Genre: Fiction (Boston / Jewish / Coming-of-Age / Women's College / Loss / Depression / Place As Character)
Publisher/Publication Date: Harper (5/1/2012)
Source: TLC Book Tours

Rating: Okay to liked.
Did I finish?: I did.
One-sentence summary: The story of a brilliant but lonely only child, growing up in Boston, and her education in all things at Wellesley College.

Do I like the cover?: I love the cover -- it's beautiful and striking and the images are all representative of themes in the novel.

First line: On the day after my mother's death, I returned to 83 Beals Street for the first time in fifteen years.

Buy, Borrow, or Avoid?: Borrow or buy.

Why did I get this book?: My wife is a Wellesley grad.

Review: I hate writing this kind of review, because honestly, I should be all over a book like this, and it's not the book's fault it didn't click for me. (So far, everyone else on the blog tour has loved it, so definitely don't consider me only!) This is a lovely, quiet book about a girl who latches onto the idea of being a cardiologist before she even understands what that is, and grows up among loss, searching for love and safety.

Set in Boston, the story follows Naomi, a girl with a photographic memory, a mother suffering depression, and a father who adores Rose Kennedy.
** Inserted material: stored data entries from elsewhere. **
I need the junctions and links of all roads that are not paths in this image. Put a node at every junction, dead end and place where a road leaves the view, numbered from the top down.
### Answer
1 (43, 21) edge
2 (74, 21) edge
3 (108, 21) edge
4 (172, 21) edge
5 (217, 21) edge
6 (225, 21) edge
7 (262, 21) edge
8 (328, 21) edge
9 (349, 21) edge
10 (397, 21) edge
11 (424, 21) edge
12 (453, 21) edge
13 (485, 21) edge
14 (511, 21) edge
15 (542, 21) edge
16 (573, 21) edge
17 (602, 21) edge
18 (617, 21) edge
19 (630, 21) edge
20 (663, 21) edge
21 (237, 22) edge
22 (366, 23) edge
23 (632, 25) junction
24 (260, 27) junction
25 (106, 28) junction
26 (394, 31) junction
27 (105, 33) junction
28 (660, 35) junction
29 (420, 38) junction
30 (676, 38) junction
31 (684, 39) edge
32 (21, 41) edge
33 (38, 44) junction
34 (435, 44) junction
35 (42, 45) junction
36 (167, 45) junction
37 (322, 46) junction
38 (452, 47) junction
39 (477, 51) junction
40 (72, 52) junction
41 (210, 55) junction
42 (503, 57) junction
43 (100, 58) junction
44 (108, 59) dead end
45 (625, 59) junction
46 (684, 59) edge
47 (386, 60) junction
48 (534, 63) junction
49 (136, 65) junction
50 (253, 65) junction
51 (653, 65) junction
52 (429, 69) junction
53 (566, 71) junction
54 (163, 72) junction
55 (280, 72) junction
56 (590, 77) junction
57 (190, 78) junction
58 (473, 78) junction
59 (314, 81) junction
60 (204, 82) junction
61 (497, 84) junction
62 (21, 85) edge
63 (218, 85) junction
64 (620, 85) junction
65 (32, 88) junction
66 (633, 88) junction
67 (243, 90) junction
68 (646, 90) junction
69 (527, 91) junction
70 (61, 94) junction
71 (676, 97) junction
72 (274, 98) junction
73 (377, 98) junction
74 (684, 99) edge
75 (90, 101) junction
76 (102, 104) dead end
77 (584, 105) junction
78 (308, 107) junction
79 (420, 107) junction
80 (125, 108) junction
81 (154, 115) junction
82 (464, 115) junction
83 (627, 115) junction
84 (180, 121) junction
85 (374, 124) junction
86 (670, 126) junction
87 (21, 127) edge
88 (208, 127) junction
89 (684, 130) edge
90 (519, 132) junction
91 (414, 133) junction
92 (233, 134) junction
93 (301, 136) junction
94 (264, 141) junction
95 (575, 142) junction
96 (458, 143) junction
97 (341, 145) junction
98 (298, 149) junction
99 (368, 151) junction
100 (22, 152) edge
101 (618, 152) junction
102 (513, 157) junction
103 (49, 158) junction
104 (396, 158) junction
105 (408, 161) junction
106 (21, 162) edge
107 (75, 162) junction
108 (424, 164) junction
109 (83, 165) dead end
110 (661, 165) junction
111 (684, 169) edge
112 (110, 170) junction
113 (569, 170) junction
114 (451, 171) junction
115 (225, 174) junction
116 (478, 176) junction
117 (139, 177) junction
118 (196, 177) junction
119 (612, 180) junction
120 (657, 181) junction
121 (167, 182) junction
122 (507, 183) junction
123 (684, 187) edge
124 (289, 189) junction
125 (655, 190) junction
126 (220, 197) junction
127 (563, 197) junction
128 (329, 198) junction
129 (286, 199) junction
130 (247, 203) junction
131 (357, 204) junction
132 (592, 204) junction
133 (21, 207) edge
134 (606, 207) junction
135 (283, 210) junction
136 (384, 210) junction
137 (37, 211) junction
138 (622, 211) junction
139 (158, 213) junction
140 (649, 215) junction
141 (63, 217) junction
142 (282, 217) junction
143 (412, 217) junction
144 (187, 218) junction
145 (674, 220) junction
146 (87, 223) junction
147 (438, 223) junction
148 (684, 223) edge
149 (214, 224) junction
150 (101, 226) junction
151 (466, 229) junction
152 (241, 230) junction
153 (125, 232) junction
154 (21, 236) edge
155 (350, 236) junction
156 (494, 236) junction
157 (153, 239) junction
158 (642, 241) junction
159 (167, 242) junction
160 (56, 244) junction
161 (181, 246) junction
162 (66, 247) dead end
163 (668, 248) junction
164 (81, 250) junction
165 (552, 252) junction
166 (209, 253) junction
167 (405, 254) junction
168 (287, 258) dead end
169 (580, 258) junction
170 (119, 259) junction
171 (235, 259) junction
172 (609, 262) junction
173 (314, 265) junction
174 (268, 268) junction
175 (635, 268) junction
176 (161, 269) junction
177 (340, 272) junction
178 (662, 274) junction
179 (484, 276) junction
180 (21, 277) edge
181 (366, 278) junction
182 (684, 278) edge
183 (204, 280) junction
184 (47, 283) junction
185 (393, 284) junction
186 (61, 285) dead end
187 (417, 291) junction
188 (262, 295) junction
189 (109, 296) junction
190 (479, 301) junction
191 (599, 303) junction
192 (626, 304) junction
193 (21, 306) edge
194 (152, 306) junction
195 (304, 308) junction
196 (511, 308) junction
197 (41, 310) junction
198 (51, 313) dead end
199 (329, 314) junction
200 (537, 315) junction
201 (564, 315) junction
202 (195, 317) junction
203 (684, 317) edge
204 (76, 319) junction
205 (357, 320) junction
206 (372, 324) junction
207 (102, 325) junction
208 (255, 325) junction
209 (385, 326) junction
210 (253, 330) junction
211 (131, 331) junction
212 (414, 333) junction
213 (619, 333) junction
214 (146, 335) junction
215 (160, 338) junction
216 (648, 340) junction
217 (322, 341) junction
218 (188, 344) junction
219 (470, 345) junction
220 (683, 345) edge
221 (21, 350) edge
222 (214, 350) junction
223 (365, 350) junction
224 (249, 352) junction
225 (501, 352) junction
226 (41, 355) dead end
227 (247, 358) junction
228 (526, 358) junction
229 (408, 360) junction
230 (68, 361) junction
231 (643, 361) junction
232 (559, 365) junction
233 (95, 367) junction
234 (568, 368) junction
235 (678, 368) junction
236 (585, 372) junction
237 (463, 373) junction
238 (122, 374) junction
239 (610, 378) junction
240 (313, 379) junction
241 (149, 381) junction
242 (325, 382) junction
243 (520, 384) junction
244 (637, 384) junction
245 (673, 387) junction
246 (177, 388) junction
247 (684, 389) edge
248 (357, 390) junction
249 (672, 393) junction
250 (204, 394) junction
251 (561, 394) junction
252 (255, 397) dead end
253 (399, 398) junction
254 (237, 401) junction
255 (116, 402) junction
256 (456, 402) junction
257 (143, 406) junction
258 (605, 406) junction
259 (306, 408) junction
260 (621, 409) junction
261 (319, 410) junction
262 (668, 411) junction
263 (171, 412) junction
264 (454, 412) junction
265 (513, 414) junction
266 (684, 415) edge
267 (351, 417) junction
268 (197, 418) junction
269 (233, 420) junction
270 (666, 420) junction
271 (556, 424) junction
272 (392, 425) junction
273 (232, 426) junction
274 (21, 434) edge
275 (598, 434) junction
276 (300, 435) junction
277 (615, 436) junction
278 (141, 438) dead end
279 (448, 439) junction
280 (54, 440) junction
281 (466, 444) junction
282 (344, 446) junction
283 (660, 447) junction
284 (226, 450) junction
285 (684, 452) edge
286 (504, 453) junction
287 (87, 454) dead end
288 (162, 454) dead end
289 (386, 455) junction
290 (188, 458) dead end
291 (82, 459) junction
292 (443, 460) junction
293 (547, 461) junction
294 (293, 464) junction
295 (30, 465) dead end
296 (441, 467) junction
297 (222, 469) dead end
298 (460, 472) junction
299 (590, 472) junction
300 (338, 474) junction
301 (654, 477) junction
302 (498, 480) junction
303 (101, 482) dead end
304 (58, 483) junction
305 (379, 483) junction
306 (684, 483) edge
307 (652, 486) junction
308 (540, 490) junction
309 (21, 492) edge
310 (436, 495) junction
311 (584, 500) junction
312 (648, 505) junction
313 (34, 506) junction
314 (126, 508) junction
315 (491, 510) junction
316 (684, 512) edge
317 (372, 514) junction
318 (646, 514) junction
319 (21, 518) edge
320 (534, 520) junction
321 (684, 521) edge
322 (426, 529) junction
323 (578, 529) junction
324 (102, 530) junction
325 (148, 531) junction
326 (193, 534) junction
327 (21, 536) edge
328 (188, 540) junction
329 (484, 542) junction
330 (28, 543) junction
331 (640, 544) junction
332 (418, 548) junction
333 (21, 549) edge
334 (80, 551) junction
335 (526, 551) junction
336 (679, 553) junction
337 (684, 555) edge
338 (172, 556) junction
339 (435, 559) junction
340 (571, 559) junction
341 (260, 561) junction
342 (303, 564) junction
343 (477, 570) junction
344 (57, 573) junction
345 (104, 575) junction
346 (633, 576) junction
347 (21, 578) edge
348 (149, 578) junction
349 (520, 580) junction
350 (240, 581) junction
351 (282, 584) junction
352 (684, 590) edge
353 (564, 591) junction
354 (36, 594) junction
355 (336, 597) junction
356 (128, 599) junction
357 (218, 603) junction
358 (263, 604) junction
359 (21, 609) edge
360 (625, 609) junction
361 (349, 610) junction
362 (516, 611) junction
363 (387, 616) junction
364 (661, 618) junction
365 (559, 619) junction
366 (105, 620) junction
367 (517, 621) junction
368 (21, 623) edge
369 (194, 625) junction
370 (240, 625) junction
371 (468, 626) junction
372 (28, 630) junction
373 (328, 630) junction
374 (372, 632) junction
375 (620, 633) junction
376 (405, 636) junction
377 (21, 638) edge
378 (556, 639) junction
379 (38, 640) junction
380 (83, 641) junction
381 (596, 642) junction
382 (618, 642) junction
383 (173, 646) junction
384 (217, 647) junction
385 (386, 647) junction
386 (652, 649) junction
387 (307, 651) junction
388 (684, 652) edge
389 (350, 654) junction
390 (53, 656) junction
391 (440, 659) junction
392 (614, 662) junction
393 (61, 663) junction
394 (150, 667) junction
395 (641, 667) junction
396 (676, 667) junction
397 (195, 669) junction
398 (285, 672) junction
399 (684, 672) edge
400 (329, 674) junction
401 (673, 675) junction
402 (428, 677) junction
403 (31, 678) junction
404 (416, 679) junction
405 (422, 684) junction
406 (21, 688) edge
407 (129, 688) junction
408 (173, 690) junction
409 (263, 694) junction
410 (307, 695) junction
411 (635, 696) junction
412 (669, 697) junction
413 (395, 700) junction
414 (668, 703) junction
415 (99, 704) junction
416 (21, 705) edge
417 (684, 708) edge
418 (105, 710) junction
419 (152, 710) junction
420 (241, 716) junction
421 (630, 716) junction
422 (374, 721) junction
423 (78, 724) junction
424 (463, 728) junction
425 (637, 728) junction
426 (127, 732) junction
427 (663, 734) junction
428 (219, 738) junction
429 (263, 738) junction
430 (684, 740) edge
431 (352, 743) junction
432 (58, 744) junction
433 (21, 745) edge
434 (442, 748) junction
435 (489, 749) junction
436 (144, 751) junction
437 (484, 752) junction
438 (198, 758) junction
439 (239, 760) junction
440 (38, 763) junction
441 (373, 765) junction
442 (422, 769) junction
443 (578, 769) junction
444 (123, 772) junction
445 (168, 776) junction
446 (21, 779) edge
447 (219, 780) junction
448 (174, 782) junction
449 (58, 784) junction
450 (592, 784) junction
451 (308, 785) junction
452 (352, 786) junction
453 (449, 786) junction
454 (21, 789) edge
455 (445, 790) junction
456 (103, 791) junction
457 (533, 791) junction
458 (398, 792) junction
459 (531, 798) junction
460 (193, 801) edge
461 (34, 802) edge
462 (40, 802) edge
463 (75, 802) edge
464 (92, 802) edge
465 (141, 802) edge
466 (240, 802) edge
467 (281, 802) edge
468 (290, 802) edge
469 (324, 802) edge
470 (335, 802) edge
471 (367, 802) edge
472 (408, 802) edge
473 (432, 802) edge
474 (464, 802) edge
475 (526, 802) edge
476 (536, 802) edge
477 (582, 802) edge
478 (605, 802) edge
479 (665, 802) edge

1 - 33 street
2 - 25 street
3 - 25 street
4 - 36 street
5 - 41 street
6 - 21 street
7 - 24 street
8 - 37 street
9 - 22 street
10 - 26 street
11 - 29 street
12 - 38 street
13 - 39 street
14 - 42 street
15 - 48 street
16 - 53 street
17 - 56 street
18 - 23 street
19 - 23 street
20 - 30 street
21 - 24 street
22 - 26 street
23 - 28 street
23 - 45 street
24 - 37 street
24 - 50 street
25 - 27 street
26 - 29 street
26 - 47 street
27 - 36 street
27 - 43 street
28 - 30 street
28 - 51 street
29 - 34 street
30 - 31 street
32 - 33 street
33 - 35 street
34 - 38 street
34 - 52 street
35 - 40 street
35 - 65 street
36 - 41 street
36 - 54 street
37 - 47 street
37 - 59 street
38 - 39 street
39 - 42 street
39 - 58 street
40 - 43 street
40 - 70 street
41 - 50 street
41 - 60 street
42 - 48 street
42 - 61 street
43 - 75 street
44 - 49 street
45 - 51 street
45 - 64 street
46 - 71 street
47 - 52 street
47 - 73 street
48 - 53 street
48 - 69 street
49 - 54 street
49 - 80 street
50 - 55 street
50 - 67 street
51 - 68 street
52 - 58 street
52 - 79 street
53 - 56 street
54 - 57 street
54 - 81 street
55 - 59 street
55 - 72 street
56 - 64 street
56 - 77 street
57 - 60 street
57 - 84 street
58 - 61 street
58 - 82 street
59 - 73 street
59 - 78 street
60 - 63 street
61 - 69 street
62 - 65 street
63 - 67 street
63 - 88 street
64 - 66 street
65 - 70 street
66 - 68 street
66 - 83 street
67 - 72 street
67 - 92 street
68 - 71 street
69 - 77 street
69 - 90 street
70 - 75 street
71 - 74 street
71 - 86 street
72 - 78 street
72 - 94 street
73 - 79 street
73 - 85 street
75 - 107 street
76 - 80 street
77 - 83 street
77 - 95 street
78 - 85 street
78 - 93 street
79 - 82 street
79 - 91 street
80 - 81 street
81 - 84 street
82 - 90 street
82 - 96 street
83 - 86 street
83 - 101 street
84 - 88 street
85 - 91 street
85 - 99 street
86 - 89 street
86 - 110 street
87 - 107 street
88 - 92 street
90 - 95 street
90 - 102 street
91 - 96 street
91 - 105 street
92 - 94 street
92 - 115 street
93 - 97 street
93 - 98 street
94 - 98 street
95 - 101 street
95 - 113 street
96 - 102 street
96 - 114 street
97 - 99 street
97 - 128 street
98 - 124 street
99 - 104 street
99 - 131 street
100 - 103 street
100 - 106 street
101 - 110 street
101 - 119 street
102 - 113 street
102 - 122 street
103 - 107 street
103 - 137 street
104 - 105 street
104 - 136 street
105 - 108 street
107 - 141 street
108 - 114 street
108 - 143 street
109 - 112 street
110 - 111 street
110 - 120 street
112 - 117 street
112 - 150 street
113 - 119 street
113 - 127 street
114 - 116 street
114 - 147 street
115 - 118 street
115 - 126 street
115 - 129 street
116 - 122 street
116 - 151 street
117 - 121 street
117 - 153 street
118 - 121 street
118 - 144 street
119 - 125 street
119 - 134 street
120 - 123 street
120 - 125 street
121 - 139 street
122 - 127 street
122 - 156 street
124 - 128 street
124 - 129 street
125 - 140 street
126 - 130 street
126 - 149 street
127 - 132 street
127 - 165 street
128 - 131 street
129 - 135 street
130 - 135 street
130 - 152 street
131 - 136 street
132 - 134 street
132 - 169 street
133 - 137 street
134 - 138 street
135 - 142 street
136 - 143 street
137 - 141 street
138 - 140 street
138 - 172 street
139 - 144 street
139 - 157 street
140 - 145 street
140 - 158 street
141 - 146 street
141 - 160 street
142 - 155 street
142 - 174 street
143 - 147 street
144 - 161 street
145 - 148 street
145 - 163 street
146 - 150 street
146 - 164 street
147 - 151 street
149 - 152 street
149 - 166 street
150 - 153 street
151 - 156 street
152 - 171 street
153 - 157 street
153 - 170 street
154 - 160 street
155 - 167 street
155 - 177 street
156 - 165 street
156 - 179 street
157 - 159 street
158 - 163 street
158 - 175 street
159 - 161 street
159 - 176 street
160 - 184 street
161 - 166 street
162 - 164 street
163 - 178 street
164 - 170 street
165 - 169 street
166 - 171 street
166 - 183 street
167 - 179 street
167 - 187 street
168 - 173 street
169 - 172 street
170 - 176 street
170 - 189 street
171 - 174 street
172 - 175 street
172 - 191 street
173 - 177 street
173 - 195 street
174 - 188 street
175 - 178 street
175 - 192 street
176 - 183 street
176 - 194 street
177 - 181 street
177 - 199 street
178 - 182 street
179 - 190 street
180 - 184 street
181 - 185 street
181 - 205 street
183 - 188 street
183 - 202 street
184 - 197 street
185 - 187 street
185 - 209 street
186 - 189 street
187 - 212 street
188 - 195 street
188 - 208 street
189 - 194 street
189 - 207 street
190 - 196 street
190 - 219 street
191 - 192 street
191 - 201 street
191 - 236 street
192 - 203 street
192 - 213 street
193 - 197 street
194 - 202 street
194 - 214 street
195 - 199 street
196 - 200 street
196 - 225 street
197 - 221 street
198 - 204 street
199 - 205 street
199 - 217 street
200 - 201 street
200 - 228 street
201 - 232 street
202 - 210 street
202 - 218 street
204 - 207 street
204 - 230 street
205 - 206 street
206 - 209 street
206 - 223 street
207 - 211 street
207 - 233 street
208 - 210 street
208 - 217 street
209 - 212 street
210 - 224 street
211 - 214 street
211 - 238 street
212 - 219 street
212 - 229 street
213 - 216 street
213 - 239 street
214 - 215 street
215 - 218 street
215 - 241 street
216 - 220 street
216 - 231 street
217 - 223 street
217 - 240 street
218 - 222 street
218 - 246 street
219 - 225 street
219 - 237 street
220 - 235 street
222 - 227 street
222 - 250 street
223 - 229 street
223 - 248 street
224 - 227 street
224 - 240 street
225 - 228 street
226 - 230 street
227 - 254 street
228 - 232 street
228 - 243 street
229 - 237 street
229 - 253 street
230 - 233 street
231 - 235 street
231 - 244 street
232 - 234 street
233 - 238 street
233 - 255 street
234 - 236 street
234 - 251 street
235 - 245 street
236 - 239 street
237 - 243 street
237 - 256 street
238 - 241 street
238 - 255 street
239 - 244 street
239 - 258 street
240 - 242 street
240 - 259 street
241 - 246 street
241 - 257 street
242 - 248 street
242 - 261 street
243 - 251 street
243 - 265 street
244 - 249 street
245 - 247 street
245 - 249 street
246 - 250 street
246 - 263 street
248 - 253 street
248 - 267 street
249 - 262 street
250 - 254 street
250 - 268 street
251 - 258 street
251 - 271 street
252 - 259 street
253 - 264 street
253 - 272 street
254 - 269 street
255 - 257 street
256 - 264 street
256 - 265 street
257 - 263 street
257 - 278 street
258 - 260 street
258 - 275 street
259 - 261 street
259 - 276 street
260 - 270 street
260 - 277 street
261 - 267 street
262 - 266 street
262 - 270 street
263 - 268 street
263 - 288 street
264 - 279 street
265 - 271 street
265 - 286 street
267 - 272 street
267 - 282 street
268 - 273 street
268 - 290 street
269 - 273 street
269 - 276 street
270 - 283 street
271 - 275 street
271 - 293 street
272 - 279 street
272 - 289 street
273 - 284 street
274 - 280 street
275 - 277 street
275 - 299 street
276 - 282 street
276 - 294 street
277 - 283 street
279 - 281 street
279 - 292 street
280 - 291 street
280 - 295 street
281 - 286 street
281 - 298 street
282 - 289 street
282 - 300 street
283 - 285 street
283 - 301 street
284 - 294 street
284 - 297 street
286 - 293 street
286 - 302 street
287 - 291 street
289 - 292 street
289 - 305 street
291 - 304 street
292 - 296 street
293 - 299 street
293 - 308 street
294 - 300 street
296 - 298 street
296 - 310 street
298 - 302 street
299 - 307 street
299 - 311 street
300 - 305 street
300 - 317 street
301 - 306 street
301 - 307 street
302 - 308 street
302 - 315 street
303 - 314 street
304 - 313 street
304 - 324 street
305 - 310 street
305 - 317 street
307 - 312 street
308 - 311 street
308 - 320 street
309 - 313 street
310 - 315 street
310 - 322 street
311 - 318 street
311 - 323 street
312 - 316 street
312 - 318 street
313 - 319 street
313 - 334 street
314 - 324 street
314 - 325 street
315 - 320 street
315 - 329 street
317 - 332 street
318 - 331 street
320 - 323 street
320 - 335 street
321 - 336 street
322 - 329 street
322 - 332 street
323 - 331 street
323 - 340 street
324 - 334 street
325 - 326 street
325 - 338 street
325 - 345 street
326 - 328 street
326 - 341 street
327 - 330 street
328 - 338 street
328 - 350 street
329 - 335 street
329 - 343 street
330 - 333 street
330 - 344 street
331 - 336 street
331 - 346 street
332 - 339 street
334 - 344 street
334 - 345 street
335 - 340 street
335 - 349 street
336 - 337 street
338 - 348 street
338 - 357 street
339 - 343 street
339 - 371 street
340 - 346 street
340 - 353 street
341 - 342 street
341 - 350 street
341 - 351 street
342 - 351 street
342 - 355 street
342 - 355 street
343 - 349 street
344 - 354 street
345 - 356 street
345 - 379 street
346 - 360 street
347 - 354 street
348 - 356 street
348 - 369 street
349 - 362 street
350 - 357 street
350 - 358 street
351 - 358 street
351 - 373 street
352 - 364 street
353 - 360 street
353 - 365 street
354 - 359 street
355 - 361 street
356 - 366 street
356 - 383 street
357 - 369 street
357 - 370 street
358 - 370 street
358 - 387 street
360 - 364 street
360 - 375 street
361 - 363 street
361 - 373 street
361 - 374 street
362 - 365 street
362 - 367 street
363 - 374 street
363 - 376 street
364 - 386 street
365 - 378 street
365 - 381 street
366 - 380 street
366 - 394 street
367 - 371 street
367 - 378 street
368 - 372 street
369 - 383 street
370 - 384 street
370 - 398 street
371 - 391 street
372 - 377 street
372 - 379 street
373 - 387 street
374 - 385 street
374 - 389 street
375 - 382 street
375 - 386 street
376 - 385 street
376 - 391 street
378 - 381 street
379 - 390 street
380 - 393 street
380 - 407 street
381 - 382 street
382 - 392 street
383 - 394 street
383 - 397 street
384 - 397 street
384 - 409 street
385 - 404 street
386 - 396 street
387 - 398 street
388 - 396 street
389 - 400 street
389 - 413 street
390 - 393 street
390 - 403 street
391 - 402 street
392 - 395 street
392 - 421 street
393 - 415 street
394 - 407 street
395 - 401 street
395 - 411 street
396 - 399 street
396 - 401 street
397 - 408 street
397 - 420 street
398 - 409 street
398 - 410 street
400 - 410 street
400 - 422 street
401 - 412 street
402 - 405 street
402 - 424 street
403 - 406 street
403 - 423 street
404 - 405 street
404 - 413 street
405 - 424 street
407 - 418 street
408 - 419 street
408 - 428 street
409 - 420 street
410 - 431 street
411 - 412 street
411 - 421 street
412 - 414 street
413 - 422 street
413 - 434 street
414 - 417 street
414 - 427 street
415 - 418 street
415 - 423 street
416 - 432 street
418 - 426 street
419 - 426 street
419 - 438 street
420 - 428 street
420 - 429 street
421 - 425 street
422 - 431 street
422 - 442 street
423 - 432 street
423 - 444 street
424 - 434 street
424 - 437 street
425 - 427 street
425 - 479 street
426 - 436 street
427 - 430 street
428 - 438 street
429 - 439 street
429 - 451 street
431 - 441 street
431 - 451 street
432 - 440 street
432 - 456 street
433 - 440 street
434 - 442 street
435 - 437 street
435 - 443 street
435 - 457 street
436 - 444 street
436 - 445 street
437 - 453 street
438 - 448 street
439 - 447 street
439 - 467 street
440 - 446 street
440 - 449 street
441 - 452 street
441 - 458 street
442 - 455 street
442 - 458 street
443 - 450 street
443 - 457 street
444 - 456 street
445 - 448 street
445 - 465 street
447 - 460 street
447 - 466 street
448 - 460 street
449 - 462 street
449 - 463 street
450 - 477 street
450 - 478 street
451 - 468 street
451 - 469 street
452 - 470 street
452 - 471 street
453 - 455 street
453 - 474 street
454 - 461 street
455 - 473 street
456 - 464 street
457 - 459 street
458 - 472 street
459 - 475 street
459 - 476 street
Noami adores her father and so attends Wellesley (like Rose Kennedy should have), where she finds a community of women she connects with, eventually learning to deal a little with loss and love. She becomes involved with the Shakespeare Society, an officially unofficial club of sorts on campus.

Despite the book's length, and Percer's lovely writing style, and the first person narration, I found Naomi very hard to know. Everyone felt at a distance and I just didn't click with Naomi. That was the huge reason for me that I'm not swooning over this book, I think. I don't know if that knowing Wellesley grads has affected my reading -- I've heard differing opinions on the Shakespeare Society for one thing -- and at times the story felt too close to read authentic. Percer clearly loved her time at Wellesley and it shows in this novel -- and/but at times, it also reads a bit like promotional material.

Place as character is huge here, from the Kennedy home in Brookline that Naomi spends so much time at as a child to the Wellesley campus (a beautiful and magical college campus as unreal as it sounds -- I've seen it!).  If you want an armchair escape to a women's college that is as bucolic as you would imagine, this is your novel.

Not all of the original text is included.